■ **DIRECTIONS**
For each line below that contains the word "points", return that line.

(Stored items)
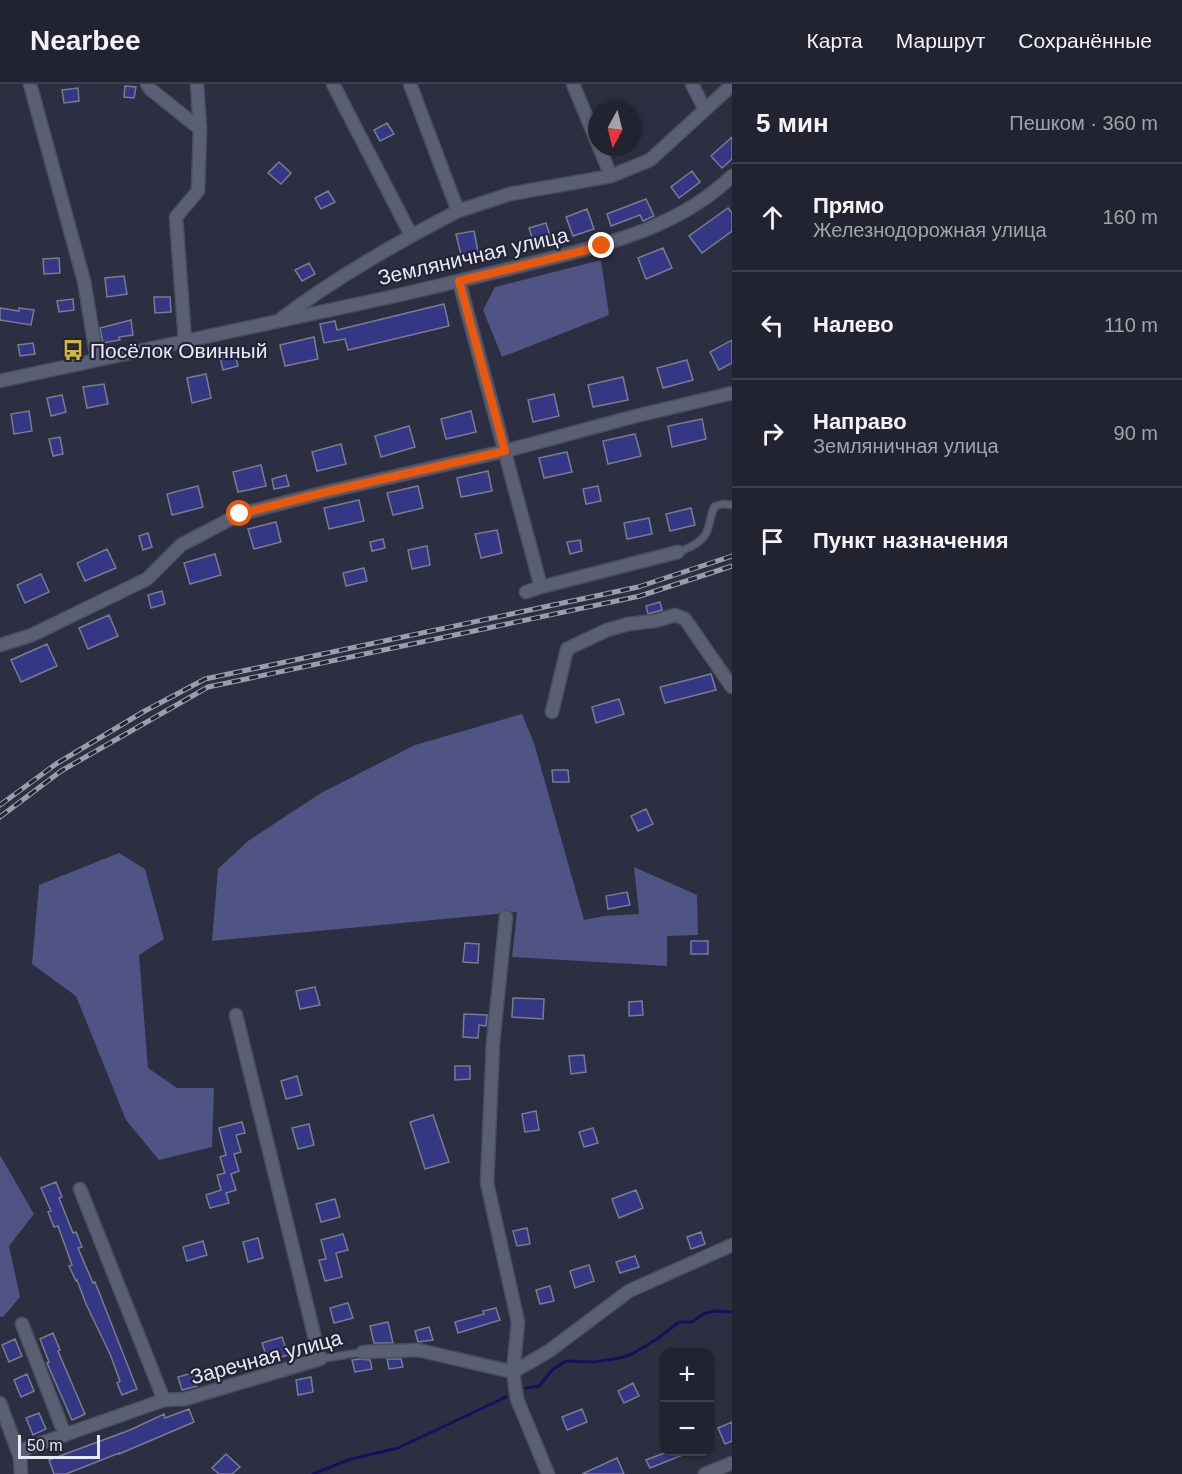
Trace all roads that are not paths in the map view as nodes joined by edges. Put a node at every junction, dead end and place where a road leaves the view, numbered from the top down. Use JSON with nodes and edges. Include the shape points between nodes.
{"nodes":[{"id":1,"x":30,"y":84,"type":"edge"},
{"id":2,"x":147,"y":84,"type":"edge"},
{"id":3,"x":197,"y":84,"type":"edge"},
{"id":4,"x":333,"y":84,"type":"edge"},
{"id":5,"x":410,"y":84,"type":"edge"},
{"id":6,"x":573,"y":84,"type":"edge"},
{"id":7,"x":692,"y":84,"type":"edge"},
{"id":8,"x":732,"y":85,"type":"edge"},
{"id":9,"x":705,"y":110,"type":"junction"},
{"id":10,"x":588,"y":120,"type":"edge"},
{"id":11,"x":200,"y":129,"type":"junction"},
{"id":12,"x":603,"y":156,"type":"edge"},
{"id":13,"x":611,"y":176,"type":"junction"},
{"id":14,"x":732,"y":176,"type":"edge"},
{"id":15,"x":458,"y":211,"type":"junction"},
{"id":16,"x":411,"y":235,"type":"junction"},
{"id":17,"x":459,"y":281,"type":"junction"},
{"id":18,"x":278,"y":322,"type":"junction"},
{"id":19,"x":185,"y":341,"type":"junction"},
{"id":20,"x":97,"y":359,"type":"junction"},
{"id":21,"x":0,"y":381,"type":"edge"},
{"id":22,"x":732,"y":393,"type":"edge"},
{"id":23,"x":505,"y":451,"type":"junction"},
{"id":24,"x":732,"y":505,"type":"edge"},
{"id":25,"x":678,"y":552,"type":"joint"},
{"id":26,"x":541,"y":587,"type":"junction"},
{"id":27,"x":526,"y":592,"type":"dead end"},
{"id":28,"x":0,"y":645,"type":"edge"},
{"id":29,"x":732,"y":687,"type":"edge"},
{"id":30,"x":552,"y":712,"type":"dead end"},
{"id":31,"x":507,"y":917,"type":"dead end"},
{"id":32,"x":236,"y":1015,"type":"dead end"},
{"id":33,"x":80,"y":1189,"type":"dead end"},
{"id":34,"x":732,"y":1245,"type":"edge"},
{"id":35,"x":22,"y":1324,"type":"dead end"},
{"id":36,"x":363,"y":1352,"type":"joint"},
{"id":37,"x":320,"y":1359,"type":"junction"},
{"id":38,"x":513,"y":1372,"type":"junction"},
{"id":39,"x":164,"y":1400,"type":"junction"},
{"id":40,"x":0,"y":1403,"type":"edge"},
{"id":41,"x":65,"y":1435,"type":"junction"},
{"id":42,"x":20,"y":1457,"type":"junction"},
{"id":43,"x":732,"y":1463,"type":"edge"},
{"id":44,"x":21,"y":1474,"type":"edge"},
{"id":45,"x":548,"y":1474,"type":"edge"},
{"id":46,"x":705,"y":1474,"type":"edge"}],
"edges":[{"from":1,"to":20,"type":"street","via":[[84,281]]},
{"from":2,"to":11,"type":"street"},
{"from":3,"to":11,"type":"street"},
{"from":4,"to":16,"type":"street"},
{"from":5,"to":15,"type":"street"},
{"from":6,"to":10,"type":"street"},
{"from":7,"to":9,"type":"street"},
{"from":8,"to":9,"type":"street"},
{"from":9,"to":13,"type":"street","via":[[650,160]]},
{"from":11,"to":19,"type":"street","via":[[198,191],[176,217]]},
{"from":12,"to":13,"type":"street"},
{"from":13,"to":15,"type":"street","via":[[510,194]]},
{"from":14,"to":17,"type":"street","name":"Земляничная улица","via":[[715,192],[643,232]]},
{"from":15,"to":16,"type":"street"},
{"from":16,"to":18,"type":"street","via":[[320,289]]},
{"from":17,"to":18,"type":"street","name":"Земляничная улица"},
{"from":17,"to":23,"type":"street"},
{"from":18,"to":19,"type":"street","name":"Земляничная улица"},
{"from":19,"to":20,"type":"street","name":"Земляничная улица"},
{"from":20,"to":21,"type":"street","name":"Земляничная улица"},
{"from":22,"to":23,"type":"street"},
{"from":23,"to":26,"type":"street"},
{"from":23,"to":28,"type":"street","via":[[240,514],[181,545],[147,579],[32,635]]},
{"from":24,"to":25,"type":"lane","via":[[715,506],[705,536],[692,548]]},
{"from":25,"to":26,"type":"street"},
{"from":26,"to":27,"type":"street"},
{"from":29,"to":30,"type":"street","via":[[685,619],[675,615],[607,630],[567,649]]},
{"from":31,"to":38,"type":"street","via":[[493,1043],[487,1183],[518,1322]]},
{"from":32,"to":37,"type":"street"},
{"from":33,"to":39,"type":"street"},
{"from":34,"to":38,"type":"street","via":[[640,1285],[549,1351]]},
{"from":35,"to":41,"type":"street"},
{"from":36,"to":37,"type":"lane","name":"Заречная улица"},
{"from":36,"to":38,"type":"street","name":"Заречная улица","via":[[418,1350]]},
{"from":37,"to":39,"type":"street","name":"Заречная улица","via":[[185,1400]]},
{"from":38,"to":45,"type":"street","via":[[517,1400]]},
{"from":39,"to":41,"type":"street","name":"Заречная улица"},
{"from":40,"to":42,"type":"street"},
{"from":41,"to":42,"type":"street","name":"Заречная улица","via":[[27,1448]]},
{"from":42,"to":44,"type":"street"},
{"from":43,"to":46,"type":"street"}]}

==

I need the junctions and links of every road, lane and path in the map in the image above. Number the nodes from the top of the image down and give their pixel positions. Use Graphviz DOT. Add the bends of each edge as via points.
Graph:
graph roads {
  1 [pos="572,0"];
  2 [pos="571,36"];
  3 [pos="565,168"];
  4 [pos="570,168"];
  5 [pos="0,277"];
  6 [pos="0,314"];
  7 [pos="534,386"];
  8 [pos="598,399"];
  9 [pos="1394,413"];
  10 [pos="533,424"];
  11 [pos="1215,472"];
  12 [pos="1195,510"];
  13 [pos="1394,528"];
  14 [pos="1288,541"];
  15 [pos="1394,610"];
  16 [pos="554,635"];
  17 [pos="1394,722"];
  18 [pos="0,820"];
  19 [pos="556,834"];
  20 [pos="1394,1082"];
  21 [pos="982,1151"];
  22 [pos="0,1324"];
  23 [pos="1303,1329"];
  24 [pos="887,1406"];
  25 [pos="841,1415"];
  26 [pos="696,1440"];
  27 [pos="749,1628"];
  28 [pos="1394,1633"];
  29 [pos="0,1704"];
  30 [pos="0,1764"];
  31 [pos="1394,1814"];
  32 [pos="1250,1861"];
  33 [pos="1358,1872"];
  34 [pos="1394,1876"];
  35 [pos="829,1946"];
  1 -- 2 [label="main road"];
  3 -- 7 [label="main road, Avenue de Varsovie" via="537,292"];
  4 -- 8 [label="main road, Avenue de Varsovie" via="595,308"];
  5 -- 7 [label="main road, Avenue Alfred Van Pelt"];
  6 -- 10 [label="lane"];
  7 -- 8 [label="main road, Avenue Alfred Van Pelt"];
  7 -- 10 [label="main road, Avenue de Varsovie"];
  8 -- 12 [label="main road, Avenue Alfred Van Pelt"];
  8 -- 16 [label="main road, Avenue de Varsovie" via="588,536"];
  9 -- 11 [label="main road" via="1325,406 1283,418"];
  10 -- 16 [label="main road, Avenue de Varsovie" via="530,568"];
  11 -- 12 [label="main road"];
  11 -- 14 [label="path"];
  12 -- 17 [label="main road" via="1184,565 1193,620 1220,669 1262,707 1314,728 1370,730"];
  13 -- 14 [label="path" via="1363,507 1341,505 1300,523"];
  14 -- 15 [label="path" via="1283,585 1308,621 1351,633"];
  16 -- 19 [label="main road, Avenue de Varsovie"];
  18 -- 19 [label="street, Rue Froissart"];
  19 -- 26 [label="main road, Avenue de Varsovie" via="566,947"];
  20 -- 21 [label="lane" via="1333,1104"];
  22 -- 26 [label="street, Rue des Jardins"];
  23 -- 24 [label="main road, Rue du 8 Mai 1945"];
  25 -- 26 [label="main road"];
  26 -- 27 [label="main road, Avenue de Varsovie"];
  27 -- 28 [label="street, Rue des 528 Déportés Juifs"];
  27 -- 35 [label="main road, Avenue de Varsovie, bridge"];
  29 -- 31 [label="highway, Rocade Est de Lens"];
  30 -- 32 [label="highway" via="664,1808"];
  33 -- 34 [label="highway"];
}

■ **OUTPUT OF THE TASK**
Trace all roads that are not paths in the map view as nodes joined by edges. Put a node at every junction, dead end and place where a road leaves the view, numbered from the top down. Use JSON with nodes and edges. Include the shape points between nodes.
I need the junctions and links of every road, lane and path in the map in the image above. Number the nodes from the top of the image down and give their pixel positions. Use Graphviz DOT. Add the bends of each edge as via points.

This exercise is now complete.